Dengan kedua tangan, dia mengambil herba dan air yang di berikan kepadanya, mengunyak dedaunan itu dengan perlahan.
“…Jadi apa yang akan terjadi pada kita kalau kita kalah pertarungan ini?” High Elf Archer tentunya merasakan hal yang sama buruknya dengan Priestess, karena kulitnya yang selalu putih pucat sekarang benar-benar tidak berwarna. Dia meludah dan mengumpat. “Ini sama sekali nggak lucu.”
“Aku setuju,” Goblin Slayer berkata. “Ini memang nggak lucu.”
Helm baja yang terlihat murahan menatap ke depan.
Di sana, di dalam kabut, sebuah sosok menjulang bagaikan gunung.
Sosok itu muncul seperti sebuah bayangan hitam di dalam kabut putih.

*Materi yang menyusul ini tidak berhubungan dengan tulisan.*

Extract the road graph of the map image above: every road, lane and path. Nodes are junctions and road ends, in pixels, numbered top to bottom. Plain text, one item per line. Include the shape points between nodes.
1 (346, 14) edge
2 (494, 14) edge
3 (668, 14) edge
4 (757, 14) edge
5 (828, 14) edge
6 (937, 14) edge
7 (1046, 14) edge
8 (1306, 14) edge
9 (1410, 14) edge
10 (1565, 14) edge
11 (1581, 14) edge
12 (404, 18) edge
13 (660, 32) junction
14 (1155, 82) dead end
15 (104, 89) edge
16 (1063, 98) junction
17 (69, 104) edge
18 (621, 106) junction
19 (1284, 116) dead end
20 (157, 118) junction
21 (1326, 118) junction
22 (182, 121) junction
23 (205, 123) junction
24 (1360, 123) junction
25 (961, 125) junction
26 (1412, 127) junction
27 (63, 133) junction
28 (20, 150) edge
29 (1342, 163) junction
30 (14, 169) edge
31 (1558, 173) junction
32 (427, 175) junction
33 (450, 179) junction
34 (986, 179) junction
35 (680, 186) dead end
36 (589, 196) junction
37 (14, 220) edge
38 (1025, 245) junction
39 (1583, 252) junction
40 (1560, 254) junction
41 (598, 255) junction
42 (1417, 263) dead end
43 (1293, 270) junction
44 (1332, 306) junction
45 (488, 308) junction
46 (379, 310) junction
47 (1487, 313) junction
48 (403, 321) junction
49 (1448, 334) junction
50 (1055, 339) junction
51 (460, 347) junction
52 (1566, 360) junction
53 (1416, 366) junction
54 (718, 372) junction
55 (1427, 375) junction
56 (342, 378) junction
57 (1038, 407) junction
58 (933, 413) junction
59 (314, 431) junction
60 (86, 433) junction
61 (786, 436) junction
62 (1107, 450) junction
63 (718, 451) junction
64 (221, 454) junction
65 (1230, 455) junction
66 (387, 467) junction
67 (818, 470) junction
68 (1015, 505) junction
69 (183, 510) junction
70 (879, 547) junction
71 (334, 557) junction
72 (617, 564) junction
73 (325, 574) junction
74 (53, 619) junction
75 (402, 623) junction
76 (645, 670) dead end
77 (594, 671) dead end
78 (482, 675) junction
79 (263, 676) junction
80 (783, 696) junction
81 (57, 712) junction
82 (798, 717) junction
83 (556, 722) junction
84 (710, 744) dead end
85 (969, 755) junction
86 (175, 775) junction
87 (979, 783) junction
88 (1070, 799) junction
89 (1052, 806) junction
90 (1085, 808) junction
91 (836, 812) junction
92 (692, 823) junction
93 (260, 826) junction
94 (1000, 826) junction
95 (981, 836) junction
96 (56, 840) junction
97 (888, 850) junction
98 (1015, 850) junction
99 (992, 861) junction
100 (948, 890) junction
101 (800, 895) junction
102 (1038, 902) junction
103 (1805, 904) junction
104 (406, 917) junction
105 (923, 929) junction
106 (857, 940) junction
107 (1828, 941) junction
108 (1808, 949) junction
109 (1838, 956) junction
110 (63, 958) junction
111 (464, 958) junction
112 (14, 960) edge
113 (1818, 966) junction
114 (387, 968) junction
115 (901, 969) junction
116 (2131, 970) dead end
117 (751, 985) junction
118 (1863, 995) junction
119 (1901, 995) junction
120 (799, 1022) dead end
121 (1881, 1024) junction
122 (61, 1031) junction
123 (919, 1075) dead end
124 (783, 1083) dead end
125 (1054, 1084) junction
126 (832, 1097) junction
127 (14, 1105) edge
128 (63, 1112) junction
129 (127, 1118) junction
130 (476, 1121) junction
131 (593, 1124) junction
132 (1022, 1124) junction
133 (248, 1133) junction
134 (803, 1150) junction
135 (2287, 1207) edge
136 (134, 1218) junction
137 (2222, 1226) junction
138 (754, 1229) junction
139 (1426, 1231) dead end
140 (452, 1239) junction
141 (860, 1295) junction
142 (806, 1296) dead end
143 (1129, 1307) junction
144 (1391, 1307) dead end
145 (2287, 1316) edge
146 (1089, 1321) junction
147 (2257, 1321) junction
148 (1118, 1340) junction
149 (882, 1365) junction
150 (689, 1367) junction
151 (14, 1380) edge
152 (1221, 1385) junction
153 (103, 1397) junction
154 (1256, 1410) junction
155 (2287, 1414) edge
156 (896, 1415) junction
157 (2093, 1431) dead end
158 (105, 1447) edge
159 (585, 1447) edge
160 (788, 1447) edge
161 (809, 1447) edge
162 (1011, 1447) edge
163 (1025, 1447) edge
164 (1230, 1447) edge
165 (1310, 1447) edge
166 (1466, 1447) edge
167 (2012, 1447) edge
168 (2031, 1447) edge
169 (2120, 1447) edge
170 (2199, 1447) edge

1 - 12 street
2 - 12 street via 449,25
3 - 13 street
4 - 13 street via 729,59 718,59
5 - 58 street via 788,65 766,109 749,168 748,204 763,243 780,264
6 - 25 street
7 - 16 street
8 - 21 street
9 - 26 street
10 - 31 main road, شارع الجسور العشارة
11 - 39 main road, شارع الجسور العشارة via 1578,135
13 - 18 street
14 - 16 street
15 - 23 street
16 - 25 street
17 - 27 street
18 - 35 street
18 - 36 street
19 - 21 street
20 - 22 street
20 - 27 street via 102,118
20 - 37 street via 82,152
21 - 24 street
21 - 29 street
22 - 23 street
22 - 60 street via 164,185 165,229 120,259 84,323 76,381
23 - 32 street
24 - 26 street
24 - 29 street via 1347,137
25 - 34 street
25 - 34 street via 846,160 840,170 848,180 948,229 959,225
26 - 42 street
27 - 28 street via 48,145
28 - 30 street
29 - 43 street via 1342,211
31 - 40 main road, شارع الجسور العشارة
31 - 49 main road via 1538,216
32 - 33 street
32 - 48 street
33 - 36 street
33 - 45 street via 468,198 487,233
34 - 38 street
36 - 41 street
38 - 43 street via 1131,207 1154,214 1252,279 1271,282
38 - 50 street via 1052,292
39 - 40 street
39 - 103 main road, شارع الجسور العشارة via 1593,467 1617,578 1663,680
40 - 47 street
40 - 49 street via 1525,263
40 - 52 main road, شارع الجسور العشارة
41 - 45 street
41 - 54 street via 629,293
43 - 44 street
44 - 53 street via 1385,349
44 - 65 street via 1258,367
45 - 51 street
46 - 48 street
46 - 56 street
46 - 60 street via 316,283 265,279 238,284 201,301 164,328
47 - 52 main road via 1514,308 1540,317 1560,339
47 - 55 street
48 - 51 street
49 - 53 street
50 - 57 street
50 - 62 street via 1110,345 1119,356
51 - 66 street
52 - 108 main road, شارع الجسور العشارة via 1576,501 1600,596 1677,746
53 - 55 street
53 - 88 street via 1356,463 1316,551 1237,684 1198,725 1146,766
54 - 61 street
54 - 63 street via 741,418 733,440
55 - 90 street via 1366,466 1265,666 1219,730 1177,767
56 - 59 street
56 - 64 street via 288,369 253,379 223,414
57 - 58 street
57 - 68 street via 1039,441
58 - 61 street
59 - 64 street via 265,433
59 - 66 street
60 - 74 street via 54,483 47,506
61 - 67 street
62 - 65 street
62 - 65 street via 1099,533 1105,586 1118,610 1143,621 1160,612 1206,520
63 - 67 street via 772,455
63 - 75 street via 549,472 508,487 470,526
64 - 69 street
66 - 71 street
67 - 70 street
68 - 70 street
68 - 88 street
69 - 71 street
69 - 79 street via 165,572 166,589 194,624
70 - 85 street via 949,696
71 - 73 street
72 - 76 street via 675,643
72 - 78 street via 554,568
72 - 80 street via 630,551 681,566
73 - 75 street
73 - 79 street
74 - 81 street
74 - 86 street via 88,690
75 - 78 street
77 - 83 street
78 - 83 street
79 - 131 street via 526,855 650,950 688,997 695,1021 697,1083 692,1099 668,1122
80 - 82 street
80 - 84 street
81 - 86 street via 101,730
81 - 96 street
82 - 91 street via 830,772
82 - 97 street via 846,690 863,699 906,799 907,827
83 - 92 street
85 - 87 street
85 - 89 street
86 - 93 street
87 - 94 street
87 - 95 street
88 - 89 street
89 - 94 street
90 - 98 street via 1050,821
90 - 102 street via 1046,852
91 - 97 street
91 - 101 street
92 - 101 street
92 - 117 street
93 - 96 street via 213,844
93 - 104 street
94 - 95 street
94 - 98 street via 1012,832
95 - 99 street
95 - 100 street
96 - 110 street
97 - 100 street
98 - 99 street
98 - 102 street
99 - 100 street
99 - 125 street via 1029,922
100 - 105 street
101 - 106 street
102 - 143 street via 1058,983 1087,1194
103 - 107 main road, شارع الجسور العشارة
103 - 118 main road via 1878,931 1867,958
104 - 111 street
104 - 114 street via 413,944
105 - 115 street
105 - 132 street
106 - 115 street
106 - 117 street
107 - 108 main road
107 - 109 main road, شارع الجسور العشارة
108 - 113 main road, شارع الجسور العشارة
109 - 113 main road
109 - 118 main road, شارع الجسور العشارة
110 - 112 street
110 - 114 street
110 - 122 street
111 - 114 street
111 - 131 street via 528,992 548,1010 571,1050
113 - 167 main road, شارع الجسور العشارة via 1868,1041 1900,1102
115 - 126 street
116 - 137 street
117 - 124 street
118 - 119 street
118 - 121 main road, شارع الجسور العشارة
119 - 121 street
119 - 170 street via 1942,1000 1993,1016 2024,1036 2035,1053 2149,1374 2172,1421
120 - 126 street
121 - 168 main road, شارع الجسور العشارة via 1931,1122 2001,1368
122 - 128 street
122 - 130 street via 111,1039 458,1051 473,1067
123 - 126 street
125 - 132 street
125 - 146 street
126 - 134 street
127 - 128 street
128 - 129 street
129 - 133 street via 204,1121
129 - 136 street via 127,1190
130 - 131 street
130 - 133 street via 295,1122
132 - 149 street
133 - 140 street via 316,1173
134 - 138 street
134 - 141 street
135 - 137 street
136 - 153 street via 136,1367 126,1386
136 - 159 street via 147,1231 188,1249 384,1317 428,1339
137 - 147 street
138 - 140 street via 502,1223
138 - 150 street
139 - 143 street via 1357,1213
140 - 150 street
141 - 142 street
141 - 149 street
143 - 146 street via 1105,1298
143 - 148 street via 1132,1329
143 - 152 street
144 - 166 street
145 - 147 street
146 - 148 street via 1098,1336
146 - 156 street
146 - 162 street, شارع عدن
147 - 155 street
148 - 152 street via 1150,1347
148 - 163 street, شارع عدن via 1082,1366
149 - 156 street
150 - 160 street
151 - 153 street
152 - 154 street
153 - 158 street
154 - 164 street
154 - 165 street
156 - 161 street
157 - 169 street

Tanpa di duga, sebuah hembusan angin bertiup, mendorong kabut menjauh.
“…Huh,” High Elf Archer berkata, nadanya datar. “Jadi itu Dia-yang-menghentikan-air…”
Bagaimana cara menjabarkan benda ini?
Benda ini terbuat dari batu kapur, sebuah kuil—atau mungkin sebuah benteng.
Struktur elegan, yang telah berdiri semenjam Jaman para Dewa, sekarang telah usang, berlumur dengan lumut dan akar. Akan tetapi bangunan itu, yang di buat untuk membendung sungai, tampak seperti semacam reruntuhan yang akan layak di huni para goblin.
“Tempat itu bersebelahan dengan rumahmu gadis, apa benar kamu nggak mengetahuinya?”
“Hei, ini tuh wilayahnya Mokele Mubenbe.” High Elf Archer memanyunkan bibirnya dan mengepak telinga seolah menegur Dwarf Shaman. “Tapi mungkin para tetua di desa mengetahuinya. Mungkin kakakku pernah mendengarnya.”
“Jadi kamu benar-benar nggak mengetahuinya.” Dwarf Shaman mengejek, mengundang desis amarah dari sang elf.
Perdebatan mereka bersemangat seperti biasanya, dan mungkin itu memang di sengaja. Setelah menyaksikan pemandangan mengerikan itu, tentunya seseorang ingin merubah suasana yang ada.
“Apa yang perlu kita khawatirkan sekarang adalah benteng goblin itu,” Goblin Slayer meludah, memperhatikan sekelilingnya. “Hentikan perahunya. Kabutnya mulai menipis.”
“Aye, aye.” Lizard Priest berkata, memberikan instruksi cepat kepada Dragontooth Warrior. Tengkorak itu membawa perahu kecil mereka ke tepian.
Goblin Slayer memegang pentungan pada sabuknya dan berlutu di samping Priestess.
“Bagaimana menurutmu?”
“Er… Ap—Apa yang aku pikir?” Darah terkuras dari wajahnya, dan dia menggeleng kepala dari samping ke samping. “Kita harus…melakukan…sesuatu…”
“Ya.”
“Kalau kita…mem-membiarkannya seperti ini…”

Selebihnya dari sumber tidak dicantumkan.